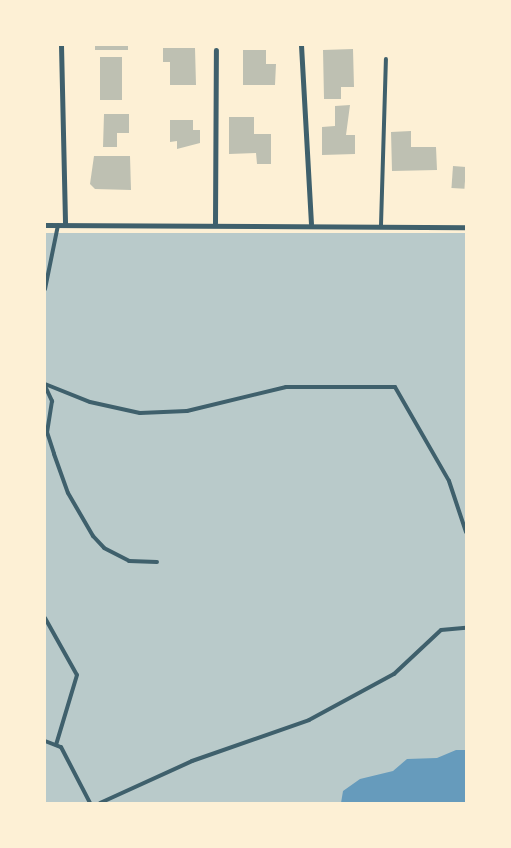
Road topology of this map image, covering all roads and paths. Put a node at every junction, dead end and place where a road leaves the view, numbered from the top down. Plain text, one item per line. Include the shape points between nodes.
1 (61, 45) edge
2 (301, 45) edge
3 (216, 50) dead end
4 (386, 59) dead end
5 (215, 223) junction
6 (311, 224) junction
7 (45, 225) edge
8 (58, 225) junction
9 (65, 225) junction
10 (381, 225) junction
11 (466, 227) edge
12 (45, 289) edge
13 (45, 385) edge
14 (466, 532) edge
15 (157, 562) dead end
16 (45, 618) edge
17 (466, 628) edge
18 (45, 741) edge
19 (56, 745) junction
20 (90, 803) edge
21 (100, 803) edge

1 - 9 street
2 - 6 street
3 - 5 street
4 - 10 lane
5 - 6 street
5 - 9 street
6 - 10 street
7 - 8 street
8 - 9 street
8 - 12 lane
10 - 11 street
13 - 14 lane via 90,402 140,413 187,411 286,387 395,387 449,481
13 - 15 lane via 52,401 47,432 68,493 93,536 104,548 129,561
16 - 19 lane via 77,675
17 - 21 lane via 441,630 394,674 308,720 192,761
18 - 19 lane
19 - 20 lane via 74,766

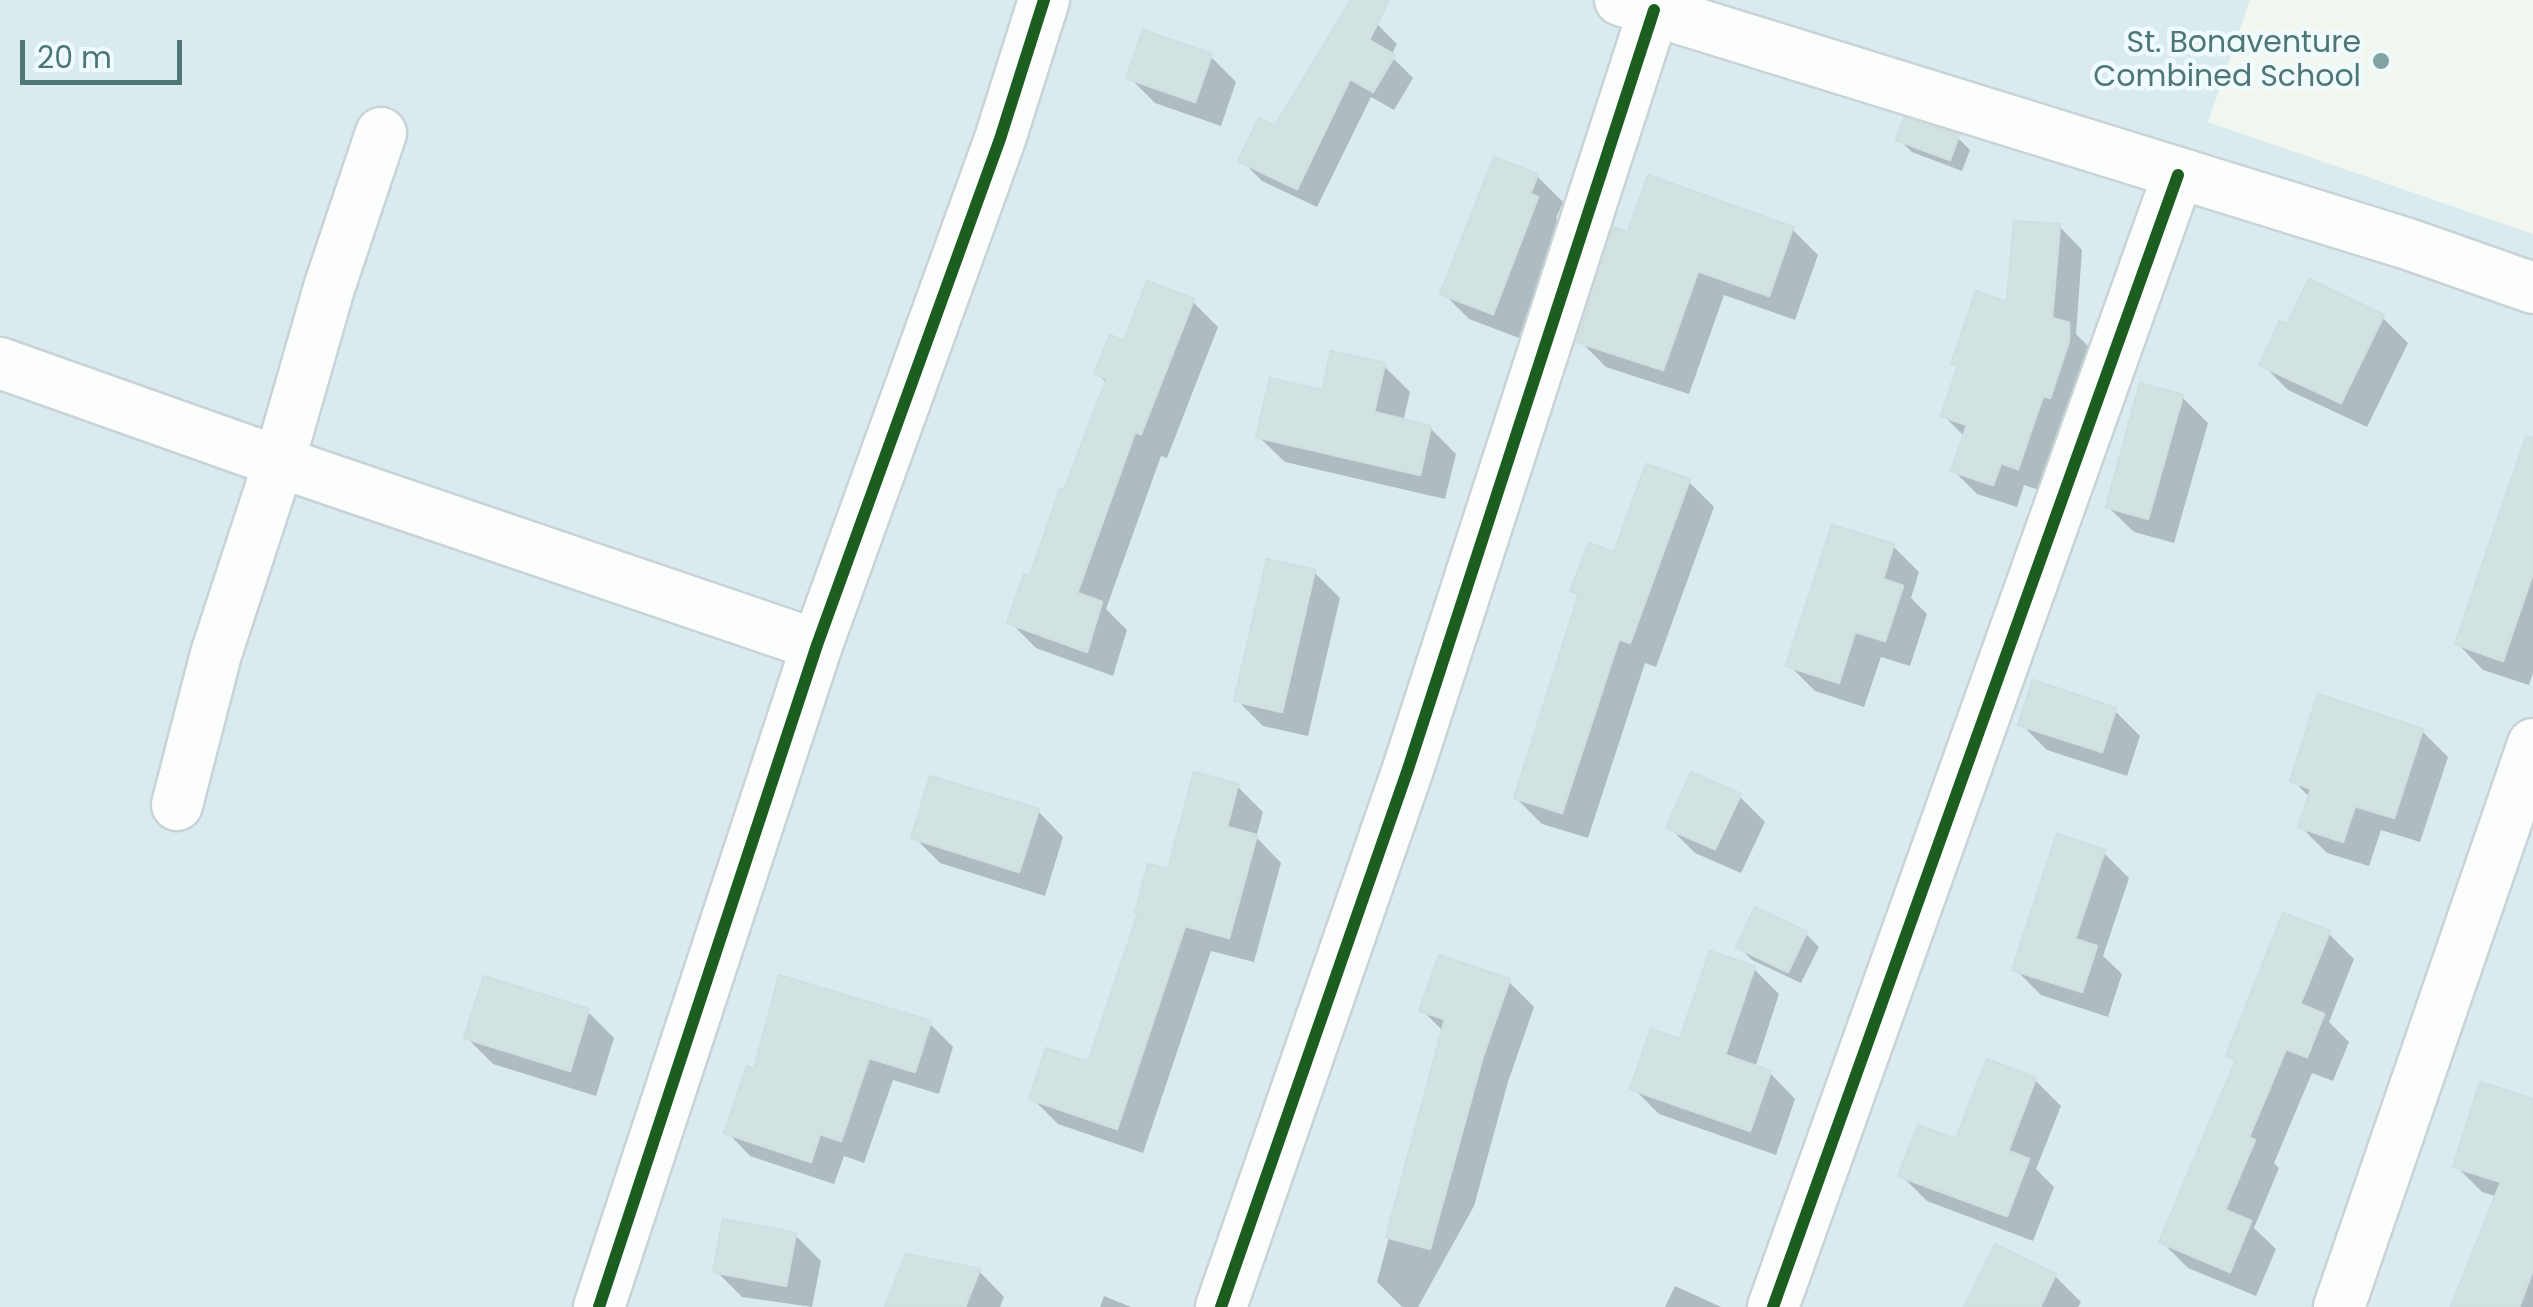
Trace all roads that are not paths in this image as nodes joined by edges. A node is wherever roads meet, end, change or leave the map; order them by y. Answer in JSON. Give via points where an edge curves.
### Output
...
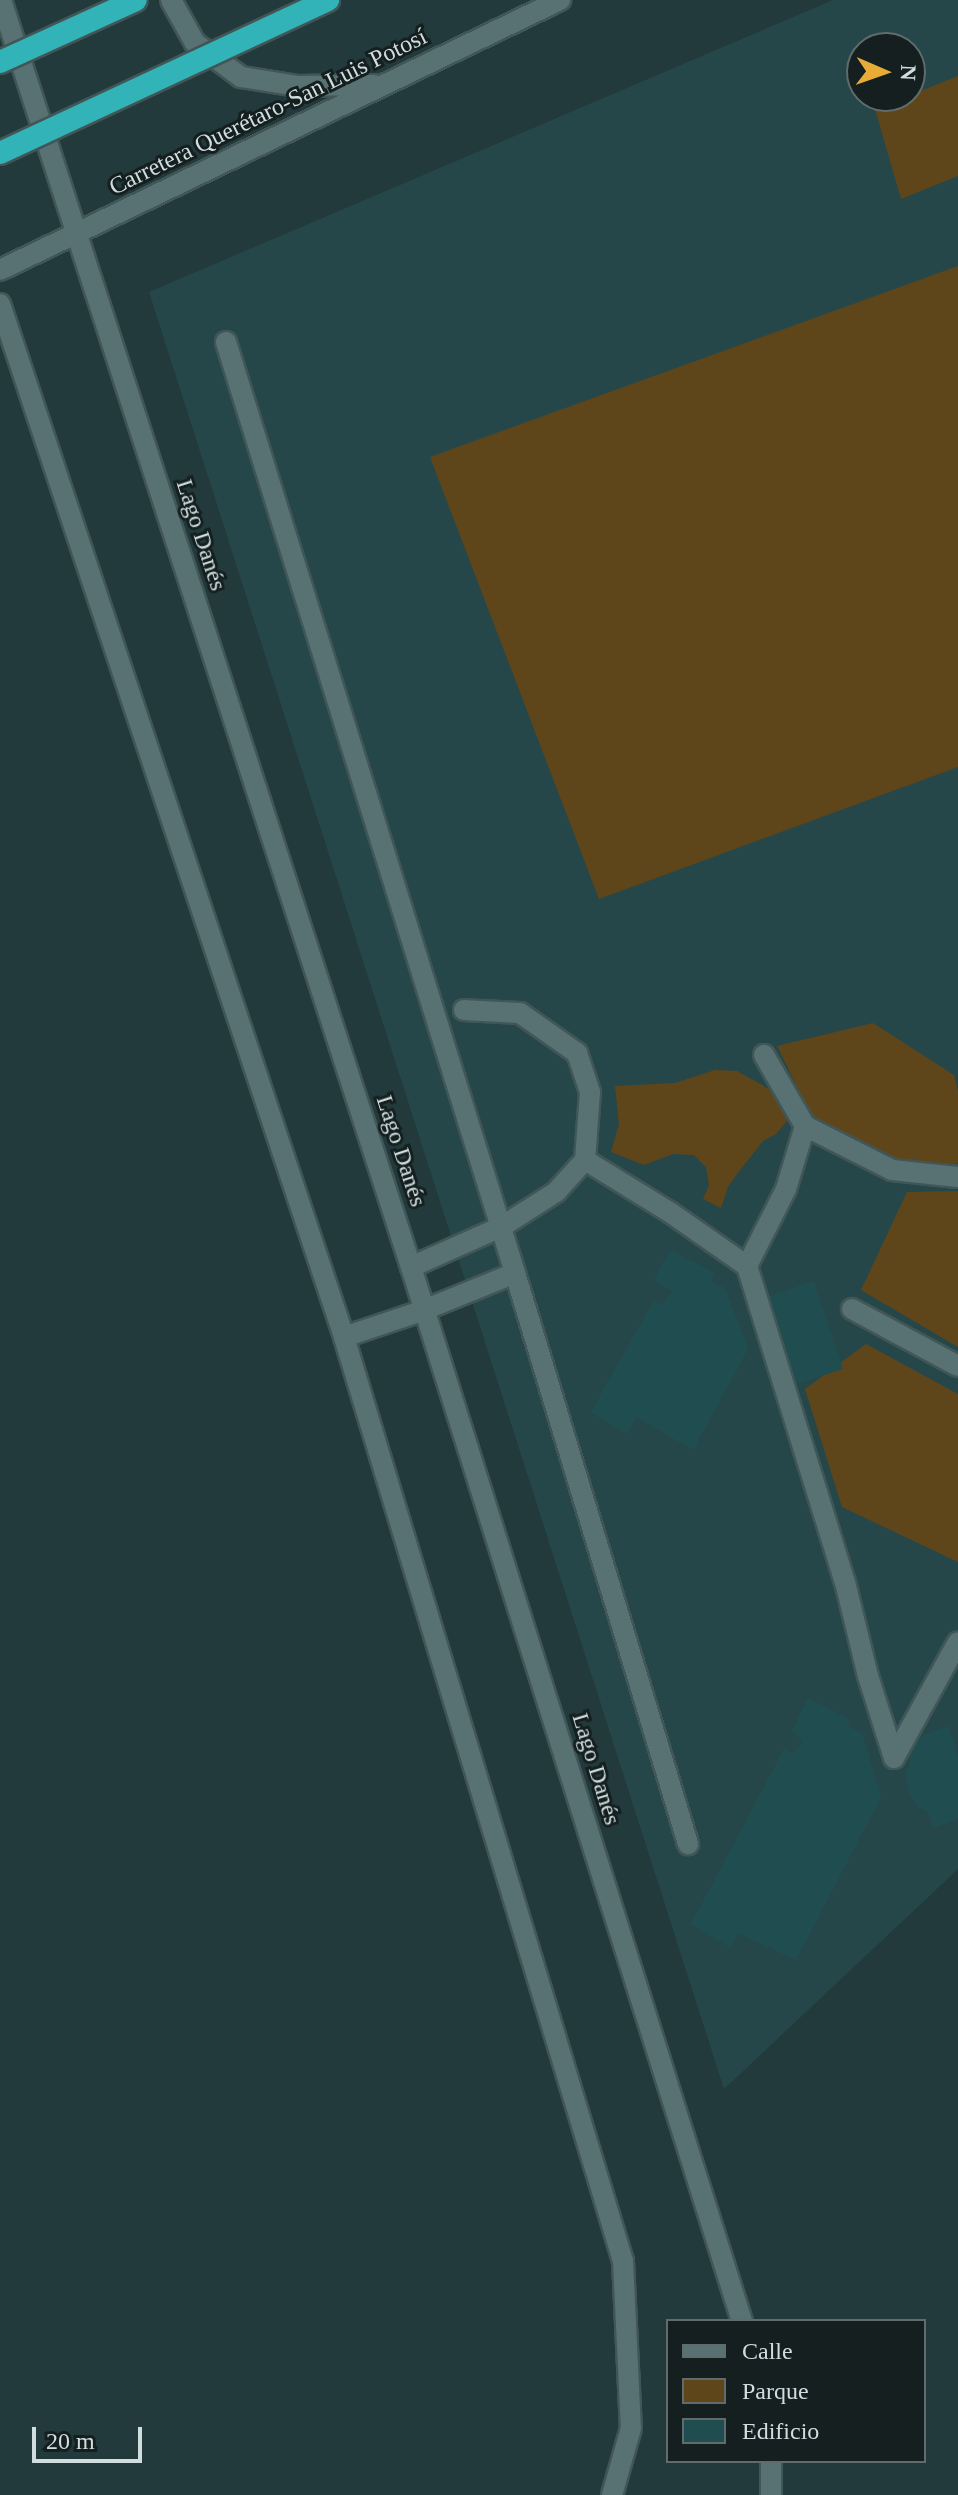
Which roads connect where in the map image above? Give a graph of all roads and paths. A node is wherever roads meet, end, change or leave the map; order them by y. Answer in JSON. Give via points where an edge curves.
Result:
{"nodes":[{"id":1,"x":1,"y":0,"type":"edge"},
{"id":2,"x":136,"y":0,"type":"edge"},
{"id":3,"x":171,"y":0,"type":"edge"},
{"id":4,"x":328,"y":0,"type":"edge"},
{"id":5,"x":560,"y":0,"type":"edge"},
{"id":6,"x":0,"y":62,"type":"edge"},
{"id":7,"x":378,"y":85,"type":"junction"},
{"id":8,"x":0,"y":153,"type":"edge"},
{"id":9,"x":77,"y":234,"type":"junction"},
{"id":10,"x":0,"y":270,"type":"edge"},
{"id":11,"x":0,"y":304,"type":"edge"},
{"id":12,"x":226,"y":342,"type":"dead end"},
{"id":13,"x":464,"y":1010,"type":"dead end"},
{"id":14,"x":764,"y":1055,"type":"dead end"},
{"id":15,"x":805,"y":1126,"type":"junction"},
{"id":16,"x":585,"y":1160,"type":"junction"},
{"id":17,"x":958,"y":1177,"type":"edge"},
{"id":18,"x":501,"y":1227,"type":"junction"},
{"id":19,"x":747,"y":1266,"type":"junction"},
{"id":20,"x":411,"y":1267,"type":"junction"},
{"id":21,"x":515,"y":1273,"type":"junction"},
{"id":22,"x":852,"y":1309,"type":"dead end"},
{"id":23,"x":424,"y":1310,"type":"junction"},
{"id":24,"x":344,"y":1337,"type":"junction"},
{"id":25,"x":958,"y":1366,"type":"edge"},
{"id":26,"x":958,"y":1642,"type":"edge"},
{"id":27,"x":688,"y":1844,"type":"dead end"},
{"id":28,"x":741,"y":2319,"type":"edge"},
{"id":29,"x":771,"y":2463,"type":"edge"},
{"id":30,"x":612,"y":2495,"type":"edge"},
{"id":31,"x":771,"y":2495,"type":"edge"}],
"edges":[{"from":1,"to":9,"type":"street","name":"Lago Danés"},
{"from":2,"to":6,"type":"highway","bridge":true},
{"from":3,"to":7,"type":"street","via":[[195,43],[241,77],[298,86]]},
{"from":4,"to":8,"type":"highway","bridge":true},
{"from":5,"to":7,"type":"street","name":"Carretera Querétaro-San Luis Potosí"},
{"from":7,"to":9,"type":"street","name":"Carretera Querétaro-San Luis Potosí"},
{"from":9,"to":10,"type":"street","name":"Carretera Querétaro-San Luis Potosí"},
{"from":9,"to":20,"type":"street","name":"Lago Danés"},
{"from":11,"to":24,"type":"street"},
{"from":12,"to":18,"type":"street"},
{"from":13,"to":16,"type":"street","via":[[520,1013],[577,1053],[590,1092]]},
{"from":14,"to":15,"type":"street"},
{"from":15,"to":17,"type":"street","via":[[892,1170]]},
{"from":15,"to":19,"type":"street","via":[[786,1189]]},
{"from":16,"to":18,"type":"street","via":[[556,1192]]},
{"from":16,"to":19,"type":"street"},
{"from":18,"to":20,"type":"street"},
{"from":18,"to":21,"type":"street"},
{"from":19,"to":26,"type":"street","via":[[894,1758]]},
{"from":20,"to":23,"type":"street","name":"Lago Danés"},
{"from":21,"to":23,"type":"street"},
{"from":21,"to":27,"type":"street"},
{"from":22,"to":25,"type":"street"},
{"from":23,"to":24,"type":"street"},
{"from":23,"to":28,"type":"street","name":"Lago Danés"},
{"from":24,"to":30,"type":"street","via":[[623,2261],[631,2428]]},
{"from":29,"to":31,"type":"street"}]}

### Problem
Copy all lines of the records that have the string "Give" in them.

### Response box
Trace all roads that are not paths in this image as nodes joined by edges. A node is wherever roads meet, end, change or leave the map; order them by y. Answer in JSON. Give via points where an edge curves.
Which roads connect where in the map image above? Give a graph of all roads and paths. A node is wherever roads meet, end, change or leave the map; order them by y. Answer in JSON. Give via points where an edge curves.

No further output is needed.